One first step in this was to extract the logic used to access Zwift from the main code base. I had a nudge to do this from the Zwiftracing.app discord server where someone on the API chat was looking for Python code to talk to Zwiftpower. I’d spent a good chunk of last summer figuring out how to finally get this working reliably and it was almost in good enough shape to be presentable on its own.
So, one holiday day and a late Friday evening later, I had the code extracted, a wrapper script created to use it and a new library published on Pypi.
I needed to learn a few new tricks along the way, which is part of the fun.
- How to properly create a Python package for publication on Pypi. I was helped along in this by the Manning book Publishing Python Packages which I’d picked up a few weeks earlier knowing this was something I wanted to figure out. This helped, but setting up a different package with different assumptions and of course the need to just do it my way introduced some additional challenges.
- How to have the package deploy an executable (something in bin and not lib). I thought that just deploying the library wasn’t sufficient. I know from my own experience that a small executable can help a lot to explore and doubles as a guide for how to use the library in your own code. It also helps to validate some assumptions for using the library itself. Even though the code is coming out of another package where it’s actively used, I’m also stripping out bits that aren’t relevant for a generic library and there was a chance that would lead to wrong assumptions. The wrapper program helped there a bit.

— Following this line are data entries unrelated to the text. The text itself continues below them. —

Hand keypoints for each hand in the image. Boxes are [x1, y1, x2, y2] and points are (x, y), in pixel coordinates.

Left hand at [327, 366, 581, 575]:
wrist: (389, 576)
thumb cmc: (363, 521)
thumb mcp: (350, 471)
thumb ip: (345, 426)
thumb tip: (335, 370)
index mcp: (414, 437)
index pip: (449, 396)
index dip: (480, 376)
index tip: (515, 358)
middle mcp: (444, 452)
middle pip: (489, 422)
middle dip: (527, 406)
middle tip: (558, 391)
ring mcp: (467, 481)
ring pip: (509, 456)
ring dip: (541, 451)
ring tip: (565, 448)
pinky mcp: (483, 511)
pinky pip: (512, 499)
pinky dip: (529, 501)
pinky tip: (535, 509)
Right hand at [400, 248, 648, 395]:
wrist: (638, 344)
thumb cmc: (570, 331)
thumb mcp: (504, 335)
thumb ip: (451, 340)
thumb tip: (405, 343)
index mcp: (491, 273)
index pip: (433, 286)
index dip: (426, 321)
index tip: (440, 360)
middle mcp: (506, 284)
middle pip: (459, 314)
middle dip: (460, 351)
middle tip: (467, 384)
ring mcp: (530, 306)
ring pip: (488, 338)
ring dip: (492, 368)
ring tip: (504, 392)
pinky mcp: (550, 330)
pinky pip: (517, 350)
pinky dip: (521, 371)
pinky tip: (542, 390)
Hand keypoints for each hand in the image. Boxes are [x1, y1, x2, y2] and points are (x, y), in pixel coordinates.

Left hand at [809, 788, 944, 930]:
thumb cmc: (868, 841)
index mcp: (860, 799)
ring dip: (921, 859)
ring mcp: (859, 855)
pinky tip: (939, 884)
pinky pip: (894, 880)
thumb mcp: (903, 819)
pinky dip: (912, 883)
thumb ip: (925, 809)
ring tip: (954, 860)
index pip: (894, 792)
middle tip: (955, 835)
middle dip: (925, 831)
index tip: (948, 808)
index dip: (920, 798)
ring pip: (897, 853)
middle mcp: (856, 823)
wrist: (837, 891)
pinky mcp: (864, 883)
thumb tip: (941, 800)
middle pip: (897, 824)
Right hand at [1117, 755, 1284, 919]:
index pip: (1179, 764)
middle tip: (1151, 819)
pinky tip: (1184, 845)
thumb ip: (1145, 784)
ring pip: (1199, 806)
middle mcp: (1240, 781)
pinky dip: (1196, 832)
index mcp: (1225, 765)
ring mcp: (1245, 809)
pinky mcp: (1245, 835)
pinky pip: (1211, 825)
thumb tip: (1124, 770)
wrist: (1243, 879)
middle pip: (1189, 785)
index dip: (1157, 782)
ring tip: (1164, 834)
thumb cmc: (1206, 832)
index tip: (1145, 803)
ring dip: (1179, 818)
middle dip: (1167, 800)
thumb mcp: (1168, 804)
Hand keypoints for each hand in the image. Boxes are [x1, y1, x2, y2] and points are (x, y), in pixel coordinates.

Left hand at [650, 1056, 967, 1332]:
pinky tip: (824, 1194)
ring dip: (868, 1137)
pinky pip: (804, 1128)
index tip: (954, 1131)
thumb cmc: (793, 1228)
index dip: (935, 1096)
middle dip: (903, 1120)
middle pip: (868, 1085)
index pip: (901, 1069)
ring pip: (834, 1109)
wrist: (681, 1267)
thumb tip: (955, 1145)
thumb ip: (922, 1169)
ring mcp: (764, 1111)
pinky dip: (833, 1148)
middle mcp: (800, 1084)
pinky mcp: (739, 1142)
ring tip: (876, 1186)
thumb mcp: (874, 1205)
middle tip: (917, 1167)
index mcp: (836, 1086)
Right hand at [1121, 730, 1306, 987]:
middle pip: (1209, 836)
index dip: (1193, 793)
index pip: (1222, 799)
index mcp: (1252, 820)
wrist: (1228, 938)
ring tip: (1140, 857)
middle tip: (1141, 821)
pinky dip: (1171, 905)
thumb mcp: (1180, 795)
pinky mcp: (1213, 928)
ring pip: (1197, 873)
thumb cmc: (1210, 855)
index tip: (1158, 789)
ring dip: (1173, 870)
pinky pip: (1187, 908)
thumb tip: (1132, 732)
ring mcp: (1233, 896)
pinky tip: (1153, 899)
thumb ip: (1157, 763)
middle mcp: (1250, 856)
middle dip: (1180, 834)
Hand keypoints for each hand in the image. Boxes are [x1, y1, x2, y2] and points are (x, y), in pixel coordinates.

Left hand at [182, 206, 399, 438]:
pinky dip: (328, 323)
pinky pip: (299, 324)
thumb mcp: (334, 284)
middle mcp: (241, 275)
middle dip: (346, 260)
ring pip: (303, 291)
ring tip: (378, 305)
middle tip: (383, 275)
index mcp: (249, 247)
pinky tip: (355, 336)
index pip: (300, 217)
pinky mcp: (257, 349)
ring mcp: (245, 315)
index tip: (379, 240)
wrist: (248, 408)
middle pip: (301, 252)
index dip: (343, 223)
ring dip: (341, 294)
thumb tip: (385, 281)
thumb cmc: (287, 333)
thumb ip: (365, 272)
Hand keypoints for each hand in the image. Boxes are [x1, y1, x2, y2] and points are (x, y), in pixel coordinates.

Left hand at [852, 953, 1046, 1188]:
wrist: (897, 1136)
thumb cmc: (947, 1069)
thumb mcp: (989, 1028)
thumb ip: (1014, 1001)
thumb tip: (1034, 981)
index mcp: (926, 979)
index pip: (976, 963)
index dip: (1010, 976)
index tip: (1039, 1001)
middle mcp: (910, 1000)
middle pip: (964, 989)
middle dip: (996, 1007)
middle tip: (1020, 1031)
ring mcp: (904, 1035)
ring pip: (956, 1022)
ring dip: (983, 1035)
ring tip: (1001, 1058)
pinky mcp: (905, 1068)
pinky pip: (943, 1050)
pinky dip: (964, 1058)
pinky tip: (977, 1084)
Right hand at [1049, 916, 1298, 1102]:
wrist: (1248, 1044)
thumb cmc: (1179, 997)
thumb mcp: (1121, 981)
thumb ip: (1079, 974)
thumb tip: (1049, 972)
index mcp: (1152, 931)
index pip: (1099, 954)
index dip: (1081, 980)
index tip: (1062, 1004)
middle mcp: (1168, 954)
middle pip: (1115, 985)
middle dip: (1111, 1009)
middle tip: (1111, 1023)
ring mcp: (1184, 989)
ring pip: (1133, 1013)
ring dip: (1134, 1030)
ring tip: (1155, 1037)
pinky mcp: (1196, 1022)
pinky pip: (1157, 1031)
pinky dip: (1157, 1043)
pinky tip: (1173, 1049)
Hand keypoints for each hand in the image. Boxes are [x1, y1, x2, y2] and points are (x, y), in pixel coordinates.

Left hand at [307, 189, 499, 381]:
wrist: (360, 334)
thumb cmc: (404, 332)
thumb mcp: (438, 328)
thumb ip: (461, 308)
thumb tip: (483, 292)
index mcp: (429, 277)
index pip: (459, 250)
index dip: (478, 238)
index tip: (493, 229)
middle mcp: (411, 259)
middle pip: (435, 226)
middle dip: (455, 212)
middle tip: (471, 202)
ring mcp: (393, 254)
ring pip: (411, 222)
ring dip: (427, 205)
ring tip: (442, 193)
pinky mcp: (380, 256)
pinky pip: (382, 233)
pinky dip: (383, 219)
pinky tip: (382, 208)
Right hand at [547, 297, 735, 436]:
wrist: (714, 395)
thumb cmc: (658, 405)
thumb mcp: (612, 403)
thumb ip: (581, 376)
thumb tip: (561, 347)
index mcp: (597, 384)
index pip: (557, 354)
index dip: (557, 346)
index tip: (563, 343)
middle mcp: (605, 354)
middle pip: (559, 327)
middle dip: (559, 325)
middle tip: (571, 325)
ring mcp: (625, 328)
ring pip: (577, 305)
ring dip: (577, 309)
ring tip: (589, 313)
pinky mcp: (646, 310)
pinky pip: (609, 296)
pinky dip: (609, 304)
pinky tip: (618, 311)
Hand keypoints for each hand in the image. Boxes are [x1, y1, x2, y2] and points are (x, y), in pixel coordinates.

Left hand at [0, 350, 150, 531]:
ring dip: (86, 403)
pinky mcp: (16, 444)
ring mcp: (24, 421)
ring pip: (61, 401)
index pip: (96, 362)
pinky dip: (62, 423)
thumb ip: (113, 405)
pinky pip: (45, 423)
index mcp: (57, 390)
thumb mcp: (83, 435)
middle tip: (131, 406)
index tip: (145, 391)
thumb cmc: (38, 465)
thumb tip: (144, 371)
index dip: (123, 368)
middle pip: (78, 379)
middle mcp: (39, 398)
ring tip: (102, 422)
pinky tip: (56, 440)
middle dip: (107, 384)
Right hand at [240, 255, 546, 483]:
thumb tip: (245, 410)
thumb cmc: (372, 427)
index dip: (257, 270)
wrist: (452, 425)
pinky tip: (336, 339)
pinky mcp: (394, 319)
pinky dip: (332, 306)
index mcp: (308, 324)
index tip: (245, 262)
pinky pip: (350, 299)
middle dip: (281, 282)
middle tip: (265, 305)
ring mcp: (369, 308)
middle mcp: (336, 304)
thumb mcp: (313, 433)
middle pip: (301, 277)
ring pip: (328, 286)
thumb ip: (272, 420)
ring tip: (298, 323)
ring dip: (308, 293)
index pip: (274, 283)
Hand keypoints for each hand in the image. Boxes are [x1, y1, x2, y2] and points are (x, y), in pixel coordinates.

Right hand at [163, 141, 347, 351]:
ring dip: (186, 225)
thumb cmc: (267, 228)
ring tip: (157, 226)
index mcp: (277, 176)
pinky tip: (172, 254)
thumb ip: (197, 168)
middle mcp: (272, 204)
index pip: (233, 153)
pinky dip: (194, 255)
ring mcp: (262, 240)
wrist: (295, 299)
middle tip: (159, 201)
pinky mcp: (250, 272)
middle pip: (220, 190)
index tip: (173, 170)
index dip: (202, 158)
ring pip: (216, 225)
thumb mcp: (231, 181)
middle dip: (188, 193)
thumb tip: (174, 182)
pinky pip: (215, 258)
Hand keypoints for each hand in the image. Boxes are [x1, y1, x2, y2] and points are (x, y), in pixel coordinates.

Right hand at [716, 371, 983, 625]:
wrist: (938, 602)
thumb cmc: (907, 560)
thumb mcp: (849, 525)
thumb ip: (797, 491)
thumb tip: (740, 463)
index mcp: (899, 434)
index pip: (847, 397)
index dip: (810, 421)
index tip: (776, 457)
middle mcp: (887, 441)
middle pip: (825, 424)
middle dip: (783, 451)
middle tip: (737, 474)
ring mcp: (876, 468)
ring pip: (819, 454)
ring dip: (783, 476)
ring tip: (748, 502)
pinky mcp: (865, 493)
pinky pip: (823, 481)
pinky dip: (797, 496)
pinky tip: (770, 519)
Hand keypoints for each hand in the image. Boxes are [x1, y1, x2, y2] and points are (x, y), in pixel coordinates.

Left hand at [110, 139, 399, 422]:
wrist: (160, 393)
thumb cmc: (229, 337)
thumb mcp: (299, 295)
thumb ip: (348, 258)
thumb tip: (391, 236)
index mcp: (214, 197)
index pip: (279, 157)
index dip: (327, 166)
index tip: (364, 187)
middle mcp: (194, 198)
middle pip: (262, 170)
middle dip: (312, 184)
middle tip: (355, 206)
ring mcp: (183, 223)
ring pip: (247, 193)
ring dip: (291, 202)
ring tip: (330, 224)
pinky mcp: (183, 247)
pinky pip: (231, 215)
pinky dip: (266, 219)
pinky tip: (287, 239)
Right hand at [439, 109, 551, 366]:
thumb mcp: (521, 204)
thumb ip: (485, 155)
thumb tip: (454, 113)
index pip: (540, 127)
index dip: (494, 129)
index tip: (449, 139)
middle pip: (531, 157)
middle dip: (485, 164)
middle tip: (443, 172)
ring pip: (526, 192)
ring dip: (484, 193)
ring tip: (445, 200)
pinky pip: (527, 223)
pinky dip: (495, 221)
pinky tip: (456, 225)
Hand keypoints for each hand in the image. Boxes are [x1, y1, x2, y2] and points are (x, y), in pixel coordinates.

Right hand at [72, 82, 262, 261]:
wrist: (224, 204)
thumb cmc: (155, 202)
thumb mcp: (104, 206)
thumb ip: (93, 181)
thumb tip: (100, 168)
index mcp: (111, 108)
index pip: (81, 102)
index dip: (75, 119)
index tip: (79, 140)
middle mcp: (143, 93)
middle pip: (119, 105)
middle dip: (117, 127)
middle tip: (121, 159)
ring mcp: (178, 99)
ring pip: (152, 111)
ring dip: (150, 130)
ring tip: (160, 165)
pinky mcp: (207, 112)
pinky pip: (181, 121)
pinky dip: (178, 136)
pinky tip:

- How to get Github actions to test, build and publish the package to PyPi on commit. How to make sure every commit didn’t lead to a new package and a host of other tricks to do with it. I’ve not dealt with Github actions or even worked with CI/CD in a few decades, for that matter. As with most toolkits that want to make life easier, there’s enough of the inner workings kept hidden away that it was frustrating trying to bend it to my will. Lots to learn here - definitely still a work in progress.
So far, I’m pretty happy with the result. As far as I know I may be the only one to use it. But then maybe not. As mentioned, I was triggered to set it up by a request from someone else. He might have downloaded a copy. Time will tell if it actually gets used.